Les visiteurs belges sont peu nombreux. A part Sport/Foot Magazine, il y a les parents de Bart Caubergh, tante Josiane et oncle Pierre pour les intimes. Nous prenons place dans l’espace VIP, juste devant les sièges réservés au gouverneur, au ministre et à leur suite. Deborah, la compagne de Caubergh, a été retenue à Zaventem par la panne d’électricité et Lucille avait assisté au dernier match à domicile, croyait-elle. Glen, un des quatre fils de Vercauteren, est là. Il travaille depuis peu comme kiné au WS Bruxelles et rejoint régulièrement son père. Il était déjà aux stages du Krylja à Abu Dhabi et en Turquie. En tant que kinésithérapeute, une lacune dans les staffs des clubs russes.  » Ils ne le considèrent plus comme mon fils mais comme un membre du staff « , dira ensuite Vercauteren.

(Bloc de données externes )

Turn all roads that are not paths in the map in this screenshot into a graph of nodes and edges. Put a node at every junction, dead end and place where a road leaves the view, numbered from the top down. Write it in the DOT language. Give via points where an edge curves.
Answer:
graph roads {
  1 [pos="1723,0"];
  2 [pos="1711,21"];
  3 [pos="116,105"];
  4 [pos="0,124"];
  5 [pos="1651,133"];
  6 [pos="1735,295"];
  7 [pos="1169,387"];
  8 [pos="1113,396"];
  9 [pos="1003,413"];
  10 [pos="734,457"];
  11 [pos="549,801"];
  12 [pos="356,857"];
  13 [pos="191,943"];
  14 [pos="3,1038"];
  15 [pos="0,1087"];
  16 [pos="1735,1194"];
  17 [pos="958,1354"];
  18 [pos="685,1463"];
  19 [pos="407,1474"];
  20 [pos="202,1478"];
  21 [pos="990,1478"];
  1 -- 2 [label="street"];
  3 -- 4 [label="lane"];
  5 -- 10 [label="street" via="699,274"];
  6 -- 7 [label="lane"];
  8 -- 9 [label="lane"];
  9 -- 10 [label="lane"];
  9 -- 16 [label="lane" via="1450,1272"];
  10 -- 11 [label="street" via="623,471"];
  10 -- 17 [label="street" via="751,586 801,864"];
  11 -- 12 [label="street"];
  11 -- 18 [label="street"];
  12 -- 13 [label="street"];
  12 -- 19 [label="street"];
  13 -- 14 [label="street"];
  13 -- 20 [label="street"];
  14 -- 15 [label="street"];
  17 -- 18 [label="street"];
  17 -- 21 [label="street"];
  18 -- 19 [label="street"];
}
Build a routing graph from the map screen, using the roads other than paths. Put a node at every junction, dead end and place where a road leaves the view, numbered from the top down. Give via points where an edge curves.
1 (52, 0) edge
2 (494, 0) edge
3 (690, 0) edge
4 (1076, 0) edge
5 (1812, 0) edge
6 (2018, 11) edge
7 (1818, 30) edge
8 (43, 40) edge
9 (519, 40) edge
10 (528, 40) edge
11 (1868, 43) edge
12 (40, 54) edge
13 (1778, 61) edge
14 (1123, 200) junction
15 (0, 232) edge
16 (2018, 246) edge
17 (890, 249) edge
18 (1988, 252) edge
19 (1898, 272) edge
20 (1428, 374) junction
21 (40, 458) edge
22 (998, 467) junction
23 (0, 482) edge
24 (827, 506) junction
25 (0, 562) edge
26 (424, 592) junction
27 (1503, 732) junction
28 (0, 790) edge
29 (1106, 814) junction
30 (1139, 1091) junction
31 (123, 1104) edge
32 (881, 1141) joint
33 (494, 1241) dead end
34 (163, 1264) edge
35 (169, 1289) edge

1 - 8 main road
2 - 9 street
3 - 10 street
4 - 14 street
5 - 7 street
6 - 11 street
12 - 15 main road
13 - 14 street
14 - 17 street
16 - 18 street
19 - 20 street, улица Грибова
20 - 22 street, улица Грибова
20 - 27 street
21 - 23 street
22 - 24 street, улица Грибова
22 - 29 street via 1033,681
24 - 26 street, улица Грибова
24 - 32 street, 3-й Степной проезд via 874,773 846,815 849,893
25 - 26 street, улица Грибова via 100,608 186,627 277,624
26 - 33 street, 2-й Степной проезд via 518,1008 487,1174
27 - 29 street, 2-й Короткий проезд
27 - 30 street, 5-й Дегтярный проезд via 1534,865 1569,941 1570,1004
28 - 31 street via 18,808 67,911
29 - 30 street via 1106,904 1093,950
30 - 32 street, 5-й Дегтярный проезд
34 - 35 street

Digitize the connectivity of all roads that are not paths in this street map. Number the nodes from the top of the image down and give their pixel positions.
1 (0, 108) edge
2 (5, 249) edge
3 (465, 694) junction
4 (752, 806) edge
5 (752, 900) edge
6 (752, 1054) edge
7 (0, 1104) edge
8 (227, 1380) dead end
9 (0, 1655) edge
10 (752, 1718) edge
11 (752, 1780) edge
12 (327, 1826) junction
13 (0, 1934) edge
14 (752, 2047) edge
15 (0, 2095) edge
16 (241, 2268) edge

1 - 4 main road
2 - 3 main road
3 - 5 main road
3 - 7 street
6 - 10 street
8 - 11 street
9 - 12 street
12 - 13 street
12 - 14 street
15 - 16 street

Peu avant le coup d’envoi, Balder Berckmans a rejoint sa place dans la tribune. Il a travaillé pour Jan Van Winckel à Al Ahli, en Arabie saoudite. Vercauteren l’a engagé en octobre comme kiné et spécialiste de la revalidation. Glen est installé un peu plus haut que nous, à côté du scout Maxim Lyapin – les Belges six et sept de l’histoire. Lyapin a émigré en Belgique à douze ans, avec ses parents. D’après son accent, il a passé sa jeunesse à Roulers.

Sur un selfie

Le match n’est pas très consistant. Vercauteren est privé de deux attaquants alors que son équipe trouve déjà difficilement le chemin des filets. Il marque en moyenne un but et demi par match. Samara établit un nouveau record de la saison avec 14.500 spectateurs. Le stade n’est qu’à moitié rempli mais l’acoustique est formidable. Sous une chaleur étouffante et un ciel menaçant, Samara s’impose 3-0. Nadson entre peu avant le coup de sifflet final mais Simaeys ne décolle pas du banc. En plus des anciens Genkois, la sélection compte quatre étrangers : un Macédonien, deux Biélorusses et un Brésilien. Les clubs ne peuvent pas aligner plus de trois étrangers en même temps.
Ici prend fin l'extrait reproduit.